### Work task
Your task is to write out exactly the lines of the listing below, from the first down to the line that holds "I need the junctions".

☆ ☆ ☆ ☆ ☆

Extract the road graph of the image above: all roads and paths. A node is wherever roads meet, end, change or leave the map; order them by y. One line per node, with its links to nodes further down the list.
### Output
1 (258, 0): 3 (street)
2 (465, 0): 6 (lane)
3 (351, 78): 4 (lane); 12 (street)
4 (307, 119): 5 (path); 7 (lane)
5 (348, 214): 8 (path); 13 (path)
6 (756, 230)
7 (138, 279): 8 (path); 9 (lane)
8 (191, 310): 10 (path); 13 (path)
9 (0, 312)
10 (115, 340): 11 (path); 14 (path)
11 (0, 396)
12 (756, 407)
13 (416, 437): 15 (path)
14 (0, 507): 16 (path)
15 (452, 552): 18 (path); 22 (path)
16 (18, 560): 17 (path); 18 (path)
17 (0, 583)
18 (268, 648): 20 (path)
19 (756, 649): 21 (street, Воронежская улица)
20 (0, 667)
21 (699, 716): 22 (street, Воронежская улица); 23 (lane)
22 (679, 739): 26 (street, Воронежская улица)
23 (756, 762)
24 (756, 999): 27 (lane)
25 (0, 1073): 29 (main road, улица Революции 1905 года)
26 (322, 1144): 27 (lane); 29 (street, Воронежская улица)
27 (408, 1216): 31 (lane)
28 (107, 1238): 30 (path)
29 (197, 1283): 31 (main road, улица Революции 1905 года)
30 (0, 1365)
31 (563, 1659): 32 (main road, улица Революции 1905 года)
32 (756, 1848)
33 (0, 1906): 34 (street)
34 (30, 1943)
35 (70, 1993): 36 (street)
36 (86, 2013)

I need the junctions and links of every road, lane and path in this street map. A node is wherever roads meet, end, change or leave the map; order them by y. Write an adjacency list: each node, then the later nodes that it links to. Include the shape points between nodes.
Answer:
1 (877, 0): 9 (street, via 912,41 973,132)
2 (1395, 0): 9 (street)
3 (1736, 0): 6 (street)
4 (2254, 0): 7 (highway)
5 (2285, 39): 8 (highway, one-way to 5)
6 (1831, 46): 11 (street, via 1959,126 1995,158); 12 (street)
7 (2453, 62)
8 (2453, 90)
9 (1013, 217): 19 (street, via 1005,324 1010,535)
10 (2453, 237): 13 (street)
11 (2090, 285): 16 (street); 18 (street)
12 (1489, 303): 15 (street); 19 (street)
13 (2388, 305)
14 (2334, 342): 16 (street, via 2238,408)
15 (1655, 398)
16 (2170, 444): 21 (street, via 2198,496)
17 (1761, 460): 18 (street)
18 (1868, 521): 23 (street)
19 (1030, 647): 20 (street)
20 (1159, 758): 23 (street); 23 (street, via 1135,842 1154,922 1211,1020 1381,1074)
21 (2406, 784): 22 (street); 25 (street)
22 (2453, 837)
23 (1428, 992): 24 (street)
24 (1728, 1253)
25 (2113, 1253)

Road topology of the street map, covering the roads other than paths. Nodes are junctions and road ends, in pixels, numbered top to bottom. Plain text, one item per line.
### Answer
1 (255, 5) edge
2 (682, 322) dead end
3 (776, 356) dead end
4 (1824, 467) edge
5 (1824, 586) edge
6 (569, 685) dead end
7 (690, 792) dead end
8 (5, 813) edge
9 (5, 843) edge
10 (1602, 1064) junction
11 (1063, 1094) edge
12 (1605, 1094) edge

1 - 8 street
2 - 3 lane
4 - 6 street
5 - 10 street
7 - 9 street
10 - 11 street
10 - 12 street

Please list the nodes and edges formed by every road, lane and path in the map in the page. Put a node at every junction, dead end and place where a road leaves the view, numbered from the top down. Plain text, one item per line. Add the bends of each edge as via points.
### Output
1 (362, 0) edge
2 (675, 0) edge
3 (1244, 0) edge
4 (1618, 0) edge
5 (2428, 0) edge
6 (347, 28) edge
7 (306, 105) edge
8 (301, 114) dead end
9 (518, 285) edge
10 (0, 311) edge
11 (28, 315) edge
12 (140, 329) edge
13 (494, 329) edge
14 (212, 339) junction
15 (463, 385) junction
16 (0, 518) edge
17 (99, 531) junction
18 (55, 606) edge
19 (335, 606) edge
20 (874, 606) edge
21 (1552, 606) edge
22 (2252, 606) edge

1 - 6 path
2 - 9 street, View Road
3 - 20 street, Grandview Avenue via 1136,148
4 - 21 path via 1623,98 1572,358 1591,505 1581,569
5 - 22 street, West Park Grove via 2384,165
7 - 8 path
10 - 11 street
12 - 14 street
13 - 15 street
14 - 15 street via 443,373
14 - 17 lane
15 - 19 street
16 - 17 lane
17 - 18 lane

☆ ☆ ☆ ☆ ☆

### Answer section
Extract the road graph of the image above: all roads and paths. A node is wherever roads meet, end, change or leave the map; order them by y. One line per node, with its links to nodes further down the list.
### Output
1 (258, 0): 3 (street)
2 (465, 0): 6 (lane)
3 (351, 78): 4 (lane); 12 (street)
4 (307, 119): 5 (path); 7 (lane)
5 (348, 214): 8 (path); 13 (path)
6 (756, 230)
7 (138, 279): 8 (path); 9 (lane)
8 (191, 310): 10 (path); 13 (path)
9 (0, 312)
10 (115, 340): 11 (path); 14 (path)
11 (0, 396)
12 (756, 407)
13 (416, 437): 15 (path)
14 (0, 507): 16 (path)
15 (452, 552): 18 (path); 22 (path)
16 (18, 560): 17 (path); 18 (path)
17 (0, 583)
18 (268, 648): 20 (path)
19 (756, 649): 21 (street, Воронежская улица)
20 (0, 667)
21 (699, 716): 22 (street, Воронежская улица); 23 (lane)
22 (679, 739): 26 (street, Воронежская улица)
23 (756, 762)
24 (756, 999): 27 (lane)
25 (0, 1073): 29 (main road, улица Революции 1905 года)
26 (322, 1144): 27 (lane); 29 (street, Воронежская улица)
27 (408, 1216): 31 (lane)
28 (107, 1238): 30 (path)
29 (197, 1283): 31 (main road, улица Революции 1905 года)
30 (0, 1365)
31 (563, 1659): 32 (main road, улица Революции 1905 года)
32 (756, 1848)
33 (0, 1906): 34 (street)
34 (30, 1943)
35 (70, 1993): 36 (street)
36 (86, 2013)

I need the junctions and links of every road, lane and path in this street map. A node is wherever roads meet, end, change or leave the map; order them by y. Write an adjacency list: each node, then the later nodes that it links to. Include the shape points between nodes.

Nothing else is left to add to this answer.